Google Cloud BigQuery is a serverless, multi-cloud data analytics platform. Its pricing mainly consists of two parts: compute pricing for the cost to process queries, and storage pricing for the cost to store data.

DoiT BigQuery Lens analyzes your BigQuery usage and generates actionable recommendations for both compute and storage, helping you maximize the efficiency of your cloud spend, improve query performance, and ensure sustainable growth as your data scales.

Dataset and audit log sink

BigQuery Lens creates the following in your billing project:

  • A dataset named doitintl-cmp-bq that is created when you updated your service account with the required permissions and removed when you removed the service account.
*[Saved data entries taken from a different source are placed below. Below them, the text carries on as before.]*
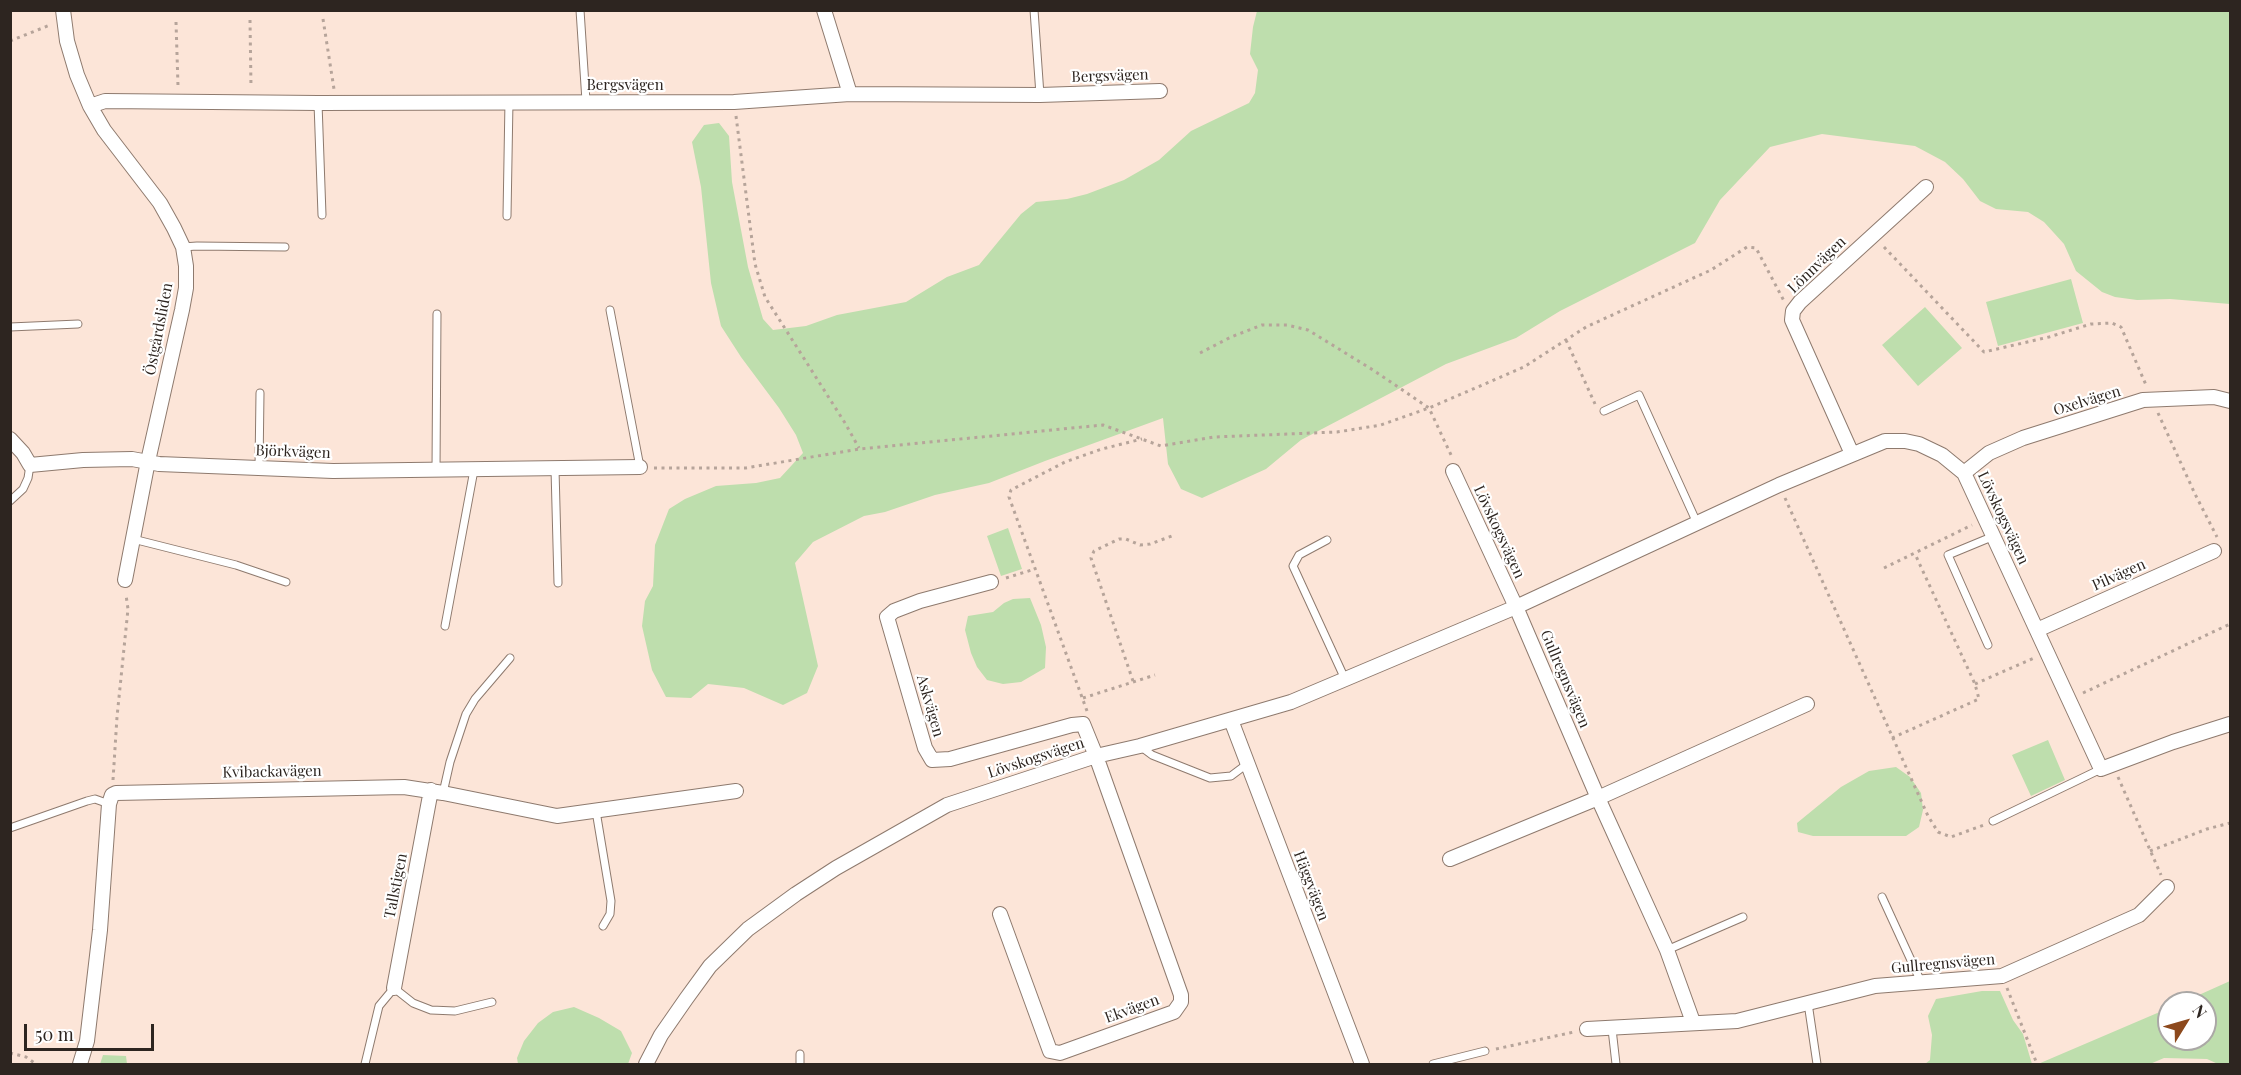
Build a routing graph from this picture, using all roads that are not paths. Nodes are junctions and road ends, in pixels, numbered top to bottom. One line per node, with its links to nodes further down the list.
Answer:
1 (580, 10): 9 (lane)
2 (824, 10): 6 (street)
3 (1034, 10): 7 (lane)
4 (63, 15): 11 (street, Östgårdsliden)
5 (1160, 91): 7 (street, Bergsvägen)
6 (850, 94): 7 (street, Bergsvägen); 9 (street, Bergsvägen)
7 (1040, 95)
8 (509, 101): 9 (street, Bergsvägen); 10 (street, Bergsvägen); 14 (lane)
9 (586, 101)
10 (318, 103): 11 (street, Bergsvägen); 13 (lane)
11 (90, 106): 15 (street, Östgårdsliden)
12 (1926, 187): 25 (street, Lönnvägen)
13 (322, 215)
14 (507, 216)
15 (183, 247): 16 (lane); 26 (street, Östgårdsliden)
16 (285, 248)
17 (610, 310): 28 (lane)
18 (437, 315): 32 (lane)
19 (78, 324): 20 (lane)
20 (10, 327)
21 (260, 393): 29 (lane)
22 (2230, 401): 34 (street, Oxelvägen)
23 (1604, 411): 36 (lane)
24 (10, 440): 27 (street)
25 (1852, 454): 34 (street, Lövskogsvägen); 36 (street, Lövskogsvägen)
26 (148, 461): 27 (street, Björkvägen); 29 (street, Björkvägen); 38 (street, Östgårdsliden)
27 (30, 465): 35 (lane)
28 (640, 467): 30 (street, Björkvägen)
29 (259, 468): 32 (street, Björkvägen)
30 (555, 469): 31 (street, Björkvägen); 44 (lane)
31 (474, 470): 32 (street, Björkvägen); 46 (lane)
32 (436, 471)
33 (1453, 471): 45 (street, Lövskogsvägen)
34 (1964, 473): 37 (street, Lövskogsvägen)
35 (10, 501)
36 (1697, 523): 45 (street, Lövskogsvägen)
37 (1994, 536): 47 (street, Lövskogsvägen); 48 (lane)
38 (133, 539): 41 (street, Östgårdsliden); 42 (lane)
39 (1327, 540): 50 (lane)
40 (2214, 551): 47 (street, Pilvägen)
41 (125, 580)
42 (286, 582)
43 (991, 582): 55 (street, Askvägen)
44 (558, 583)
45 (1516, 607): 50 (street, Lövskogsvägen); 60 (street, Gullregnsvägen)
46 (445, 626)
47 (2037, 630): 57 (street, Lövskogsvägen)
48 (1988, 645)
49 (510, 658): 58 (lane)
50 (1346, 679): 52 (street, Lövskogsvägen)
51 (1806, 704): 60 (street)
52 (1231, 720): 54 (street, Lövskogsvägen); 56 (street, Häggvägen)
53 (2230, 724): 57 (street)
54 (1140, 746): 55 (street, Lövskogsvägen); 56 (lane)
55 (1096, 756): 68 (street, Ekvägen); 83 (street, Lövskogsvägen)
56 (1247, 764): 85 (street, Häggvägen)
57 (2107, 767): 63 (lane)
58 (437, 791): 61 (street, Kvibackavägen); 62 (street, Kvibackavägen); 73 (street, Tallstigen)
59 (736, 791): 62 (street, Kvibackavägen)
60 (1598, 798): 65 (street); 71 (street, Gullregnsvägen)
61 (109, 804): 64 (lane); 81 (street)
62 (596, 811): 70 (lane)
63 (1993, 821)
64 (10, 828)
65 (1450, 859)
66 (2167, 888): 72 (street, Gullregnsvägen)
67 (1882, 897): 72 (lane)
68 (1000, 914)
69 (1743, 917): 71 (lane)
70 (603, 926)
71 (1667, 950): 76 (street, Gullregnsvägen)
72 (1922, 984): 75 (street, Gullregnsvägen)
73 (394, 988): 74 (lane); 82 (lane)
74 (492, 1002)
75 (1808, 1003): 76 (street, Gullregnsvägen); 88 (lane)
76 (1693, 1022): 78 (street, Gullregnsvägen)
77 (1587, 1029): 78 (street, Gullregnsvägen)
78 (1612, 1029): 87 (lane)
79 (1485, 1051): 86 (lane)
80 (800, 1054): 84 (lane)
81 (80, 1065)
82 (365, 1065)
83 (646, 1065)
84 (800, 1065)
85 (1362, 1065)
86 (1433, 1065)
87 (1616, 1065)
88 (1817, 1065)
  • An audit log sink named <Billing_Project_ID>.doitintl-cmp-bq.cloudaudit_googleapis_com_data_access for all your BigQuery jobs.

Queries run by BigQuery Lens

BigQuery Lens runs the following processes:

  • Table discovery process: Collects table metadata. This process runs on a schedule. It writes the table metadata it collected into a table named tables_discovery in the doitintl-cmp-bq dataset.

  • Dashboard update process: Updates the BigQuery Lens dashboard.

    • Daily run of cost simulation queries to provide the cost savings information and potential savings.
    • Daily run of lens calculation queries to provide detailed BigQuery usage.
  • Reservation mapping process: If you have workloads on the capacity pricing model, this process maps the edition and capacity commitments in use when any job completed. It runs once per hour and writes the data it collected into the following tables in the doitintl-cmp-bq dataset.

    • A reservations_mapping_history table that contains a list of reservations with their associated editions and the projects they're allocated to.
    • A capacity_commitments_history table that contains information about the capacity commitments that were active on that day.

BigQuery Lens cost

BigQuery Lens creates and maintains the doitintl-cmp-bq dataset on your behalf and runs queries in your billing project to provide you with analytics data.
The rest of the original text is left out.